- EXERCISE AIM: The listing that follows should be reproduced exactly, line for line.

- RECORDS FOR PROCESSING:
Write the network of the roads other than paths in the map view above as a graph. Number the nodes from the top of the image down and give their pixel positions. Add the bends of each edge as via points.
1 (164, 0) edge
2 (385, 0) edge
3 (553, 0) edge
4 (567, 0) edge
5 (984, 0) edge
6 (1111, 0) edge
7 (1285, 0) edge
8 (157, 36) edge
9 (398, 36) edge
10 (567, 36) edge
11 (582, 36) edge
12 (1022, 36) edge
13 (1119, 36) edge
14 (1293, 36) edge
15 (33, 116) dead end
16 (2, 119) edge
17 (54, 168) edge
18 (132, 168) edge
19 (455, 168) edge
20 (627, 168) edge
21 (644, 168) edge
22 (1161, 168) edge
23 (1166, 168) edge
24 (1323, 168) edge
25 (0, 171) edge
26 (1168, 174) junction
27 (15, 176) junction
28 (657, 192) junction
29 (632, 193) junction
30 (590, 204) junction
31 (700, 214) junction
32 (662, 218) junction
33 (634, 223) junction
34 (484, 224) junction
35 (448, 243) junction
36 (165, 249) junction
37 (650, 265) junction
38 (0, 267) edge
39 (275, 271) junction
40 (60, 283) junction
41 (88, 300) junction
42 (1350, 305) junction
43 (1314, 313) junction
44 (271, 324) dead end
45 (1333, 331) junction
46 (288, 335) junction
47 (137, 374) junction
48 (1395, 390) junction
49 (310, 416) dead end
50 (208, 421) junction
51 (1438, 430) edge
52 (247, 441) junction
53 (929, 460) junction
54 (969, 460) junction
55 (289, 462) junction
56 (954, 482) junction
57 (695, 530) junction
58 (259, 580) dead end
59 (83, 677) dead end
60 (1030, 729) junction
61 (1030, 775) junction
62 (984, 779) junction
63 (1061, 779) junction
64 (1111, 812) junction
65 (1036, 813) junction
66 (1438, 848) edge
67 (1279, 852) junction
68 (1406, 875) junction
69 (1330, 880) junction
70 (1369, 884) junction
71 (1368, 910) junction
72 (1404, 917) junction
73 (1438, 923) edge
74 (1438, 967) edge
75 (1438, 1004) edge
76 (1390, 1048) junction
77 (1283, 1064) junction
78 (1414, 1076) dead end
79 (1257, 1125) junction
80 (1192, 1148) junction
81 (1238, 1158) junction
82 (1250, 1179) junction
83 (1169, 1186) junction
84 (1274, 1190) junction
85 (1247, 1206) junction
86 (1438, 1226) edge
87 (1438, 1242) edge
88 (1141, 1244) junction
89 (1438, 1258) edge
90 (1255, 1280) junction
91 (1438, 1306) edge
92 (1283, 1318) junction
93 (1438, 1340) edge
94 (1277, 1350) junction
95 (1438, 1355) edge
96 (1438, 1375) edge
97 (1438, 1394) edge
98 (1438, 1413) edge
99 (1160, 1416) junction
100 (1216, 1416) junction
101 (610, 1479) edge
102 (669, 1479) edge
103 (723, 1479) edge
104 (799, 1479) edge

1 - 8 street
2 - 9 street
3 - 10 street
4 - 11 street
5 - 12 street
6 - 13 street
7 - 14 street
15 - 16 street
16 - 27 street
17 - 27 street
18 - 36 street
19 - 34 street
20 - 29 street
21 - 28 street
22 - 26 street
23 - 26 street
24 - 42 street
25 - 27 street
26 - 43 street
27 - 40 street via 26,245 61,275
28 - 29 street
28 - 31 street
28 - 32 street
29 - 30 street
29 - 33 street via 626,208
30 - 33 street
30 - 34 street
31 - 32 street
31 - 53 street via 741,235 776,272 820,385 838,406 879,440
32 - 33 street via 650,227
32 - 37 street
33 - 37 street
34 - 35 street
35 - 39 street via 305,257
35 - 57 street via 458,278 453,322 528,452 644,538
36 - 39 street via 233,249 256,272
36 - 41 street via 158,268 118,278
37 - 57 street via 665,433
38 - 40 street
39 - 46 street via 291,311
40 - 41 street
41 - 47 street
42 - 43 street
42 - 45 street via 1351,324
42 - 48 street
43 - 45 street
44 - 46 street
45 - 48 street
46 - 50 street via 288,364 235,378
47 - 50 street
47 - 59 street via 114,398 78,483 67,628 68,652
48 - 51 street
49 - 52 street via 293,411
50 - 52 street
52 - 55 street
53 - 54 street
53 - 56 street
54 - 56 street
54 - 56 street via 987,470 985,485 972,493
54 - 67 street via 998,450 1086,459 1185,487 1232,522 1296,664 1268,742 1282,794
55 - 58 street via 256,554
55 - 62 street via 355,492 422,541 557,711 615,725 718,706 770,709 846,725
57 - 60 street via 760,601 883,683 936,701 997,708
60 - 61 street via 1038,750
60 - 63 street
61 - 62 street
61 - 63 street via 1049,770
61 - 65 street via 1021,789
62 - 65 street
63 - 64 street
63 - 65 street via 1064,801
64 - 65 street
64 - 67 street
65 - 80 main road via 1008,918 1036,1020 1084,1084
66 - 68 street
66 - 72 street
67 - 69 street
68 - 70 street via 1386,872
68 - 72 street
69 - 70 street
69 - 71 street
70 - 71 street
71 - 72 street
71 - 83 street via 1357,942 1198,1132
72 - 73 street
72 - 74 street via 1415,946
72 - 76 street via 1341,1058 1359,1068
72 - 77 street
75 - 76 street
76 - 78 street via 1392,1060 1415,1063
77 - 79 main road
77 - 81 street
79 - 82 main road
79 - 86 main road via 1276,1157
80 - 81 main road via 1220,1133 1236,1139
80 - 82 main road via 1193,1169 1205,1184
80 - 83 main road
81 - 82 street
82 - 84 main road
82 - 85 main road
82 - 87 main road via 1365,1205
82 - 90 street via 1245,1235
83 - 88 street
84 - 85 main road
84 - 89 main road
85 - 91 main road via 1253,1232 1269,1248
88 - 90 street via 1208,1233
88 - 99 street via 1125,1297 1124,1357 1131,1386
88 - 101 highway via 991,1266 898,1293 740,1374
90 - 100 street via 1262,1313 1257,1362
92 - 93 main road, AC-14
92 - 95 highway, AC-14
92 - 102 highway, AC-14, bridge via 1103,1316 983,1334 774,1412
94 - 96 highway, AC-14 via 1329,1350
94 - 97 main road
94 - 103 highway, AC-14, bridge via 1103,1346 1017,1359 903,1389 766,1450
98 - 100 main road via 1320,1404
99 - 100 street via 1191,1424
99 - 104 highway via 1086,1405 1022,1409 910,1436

- OUTPUT OF THE EXERCISE:
Write the network of the roads other than paths in the map view above as a graph. Number the nodes from the top of the image down and give their pixel positions. Add the bends of each edge as via points.
1 (164, 0) edge
2 (385, 0) edge
3 (553, 0) edge
4 (567, 0) edge
5 (984, 0) edge
6 (1111, 0) edge
7 (1285, 0) edge
8 (157, 36) edge
9 (398, 36) edge
10 (567, 36) edge
11 (582, 36) edge
12 (1022, 36) edge
13 (1119, 36) edge
14 (1293, 36) edge
15 (33, 116) dead end
16 (2, 119) edge
17 (54, 168) edge
18 (132, 168) edge
19 (455, 168) edge
20 (627, 168) edge
21 (644, 168) edge
22 (1161, 168) edge
23 (1166, 168) edge
24 (1323, 168) edge
25 (0, 171) edge
26 (1168, 174) junction
27 (15, 176) junction
28 (657, 192) junction
29 (632, 193) junction
30 (590, 204) junction
31 (700, 214) junction
32 (662, 218) junction
33 (634, 223) junction
34 (484, 224) junction
35 (448, 243) junction
36 (165, 249) junction
37 (650, 265) junction
38 (0, 267) edge
39 (275, 271) junction
40 (60, 283) junction
41 (88, 300) junction
42 (1350, 305) junction
43 (1314, 313) junction
44 (271, 324) dead end
45 (1333, 331) junction
46 (288, 335) junction
47 (137, 374) junction
48 (1395, 390) junction
49 (310, 416) dead end
50 (208, 421) junction
51 (1438, 430) edge
52 (247, 441) junction
53 (929, 460) junction
54 (969, 460) junction
55 (289, 462) junction
56 (954, 482) junction
57 (695, 530) junction
58 (259, 580) dead end
59 (83, 677) dead end
60 (1030, 729) junction
61 (1030, 775) junction
62 (984, 779) junction
63 (1061, 779) junction
64 (1111, 812) junction
65 (1036, 813) junction
66 (1438, 848) edge
67 (1279, 852) junction
68 (1406, 875) junction
69 (1330, 880) junction
70 (1369, 884) junction
71 (1368, 910) junction
72 (1404, 917) junction
73 (1438, 923) edge
74 (1438, 967) edge
75 (1438, 1004) edge
76 (1390, 1048) junction
77 (1283, 1064) junction
78 (1414, 1076) dead end
79 (1257, 1125) junction
80 (1192, 1148) junction
81 (1238, 1158) junction
82 (1250, 1179) junction
83 (1169, 1186) junction
84 (1274, 1190) junction
85 (1247, 1206) junction
86 (1438, 1226) edge
87 (1438, 1242) edge
88 (1141, 1244) junction
89 (1438, 1258) edge
90 (1255, 1280) junction
91 (1438, 1306) edge
92 (1283, 1318) junction
93 (1438, 1340) edge
94 (1277, 1350) junction
95 (1438, 1355) edge
96 (1438, 1375) edge
97 (1438, 1394) edge
98 (1438, 1413) edge
99 (1160, 1416) junction
100 (1216, 1416) junction
101 (610, 1479) edge
102 (669, 1479) edge
103 (723, 1479) edge
104 (799, 1479) edge

1 - 8 street
2 - 9 street
3 - 10 street
4 - 11 street
5 - 12 street
6 - 13 street
7 - 14 street
15 - 16 street
16 - 27 street
17 - 27 street
18 - 36 street
19 - 34 street
20 - 29 street
21 - 28 street
22 - 26 street
23 - 26 street
24 - 42 street
25 - 27 street
26 - 43 street
27 - 40 street via 26,245 61,275
28 - 29 street
28 - 31 street
28 - 32 street
29 - 30 street
29 - 33 street via 626,208
30 - 33 street
30 - 34 street
31 - 32 street
31 - 53 street via 741,235 776,272 820,385 838,406 879,440
32 - 33 street via 650,227
32 - 37 street
33 - 37 street
34 - 35 street
35 - 39 street via 305,257
35 - 57 street via 458,278 453,322 528,452 644,538
36 - 39 street via 233,249 256,272
36 - 41 street via 158,268 118,278
37 - 57 street via 665,433
38 - 40 street
39 - 46 street via 291,311
40 - 41 street
41 - 47 street
42 - 43 street
42 - 45 street via 1351,324
42 - 48 street
43 - 45 street
44 - 46 street
45 - 48 street
46 - 50 street via 288,364 235,378
47 - 50 street
47 - 59 street via 114,398 78,483 67,628 68,652
48 - 51 street
49 - 52 street via 293,411
50 - 52 street
52 - 55 street
53 - 54 street
53 - 56 street
54 - 56 street
54 - 56 street via 987,470 985,485 972,493
54 - 67 street via 998,450 1086,459 1185,487 1232,522 1296,664 1268,742 1282,794
55 - 58 street via 256,554
55 - 62 street via 355,492 422,541 557,711 615,725 718,706 770,709 846,725
57 - 60 street via 760,601 883,683 936,701 997,708
60 - 61 street via 1038,750
60 - 63 street
61 - 62 street
61 - 63 street via 1049,770
61 - 65 street via 1021,789
62 - 65 street
63 - 64 street
63 - 65 street via 1064,801
64 - 65 street
64 - 67 street
65 - 80 main road via 1008,918 1036,1020 1084,1084
66 - 68 street
66 - 72 street
67 - 69 street
68 - 70 street via 1386,872
68 - 72 street
69 - 70 street
69 - 71 street
70 - 71 street
71 - 72 street
71 - 83 street via 1357,942 1198,1132
72 - 73 street
72 - 74 street via 1415,946
72 - 76 street via 1341,1058 1359,1068
72 - 77 street
75 - 76 street
76 - 78 street via 1392,1060 1415,1063
77 - 79 main road
77 - 81 street
79 - 82 main road
79 - 86 main road via 1276,1157
80 - 81 main road via 1220,1133 1236,1139
80 - 82 main road via 1193,1169 1205,1184
80 - 83 main road
81 - 82 street
82 - 84 main road
82 - 85 main road
82 - 87 main road via 1365,1205
82 - 90 street via 1245,1235
83 - 88 street
84 - 85 main road
84 - 89 main road
85 - 91 main road via 1253,1232 1269,1248
88 - 90 street via 1208,1233
88 - 99 street via 1125,1297 1124,1357 1131,1386
88 - 101 highway via 991,1266 898,1293 740,1374
90 - 100 street via 1262,1313 1257,1362
92 - 93 main road, AC-14
92 - 95 highway, AC-14
92 - 102 highway, AC-14, bridge via 1103,1316 983,1334 774,1412
94 - 96 highway, AC-14 via 1329,1350
94 - 97 main road
94 - 103 highway, AC-14, bridge via 1103,1346 1017,1359 903,1389 766,1450
98 - 100 main road via 1320,1404
99 - 100 street via 1191,1424
99 - 104 highway via 1086,1405 1022,1409 910,1436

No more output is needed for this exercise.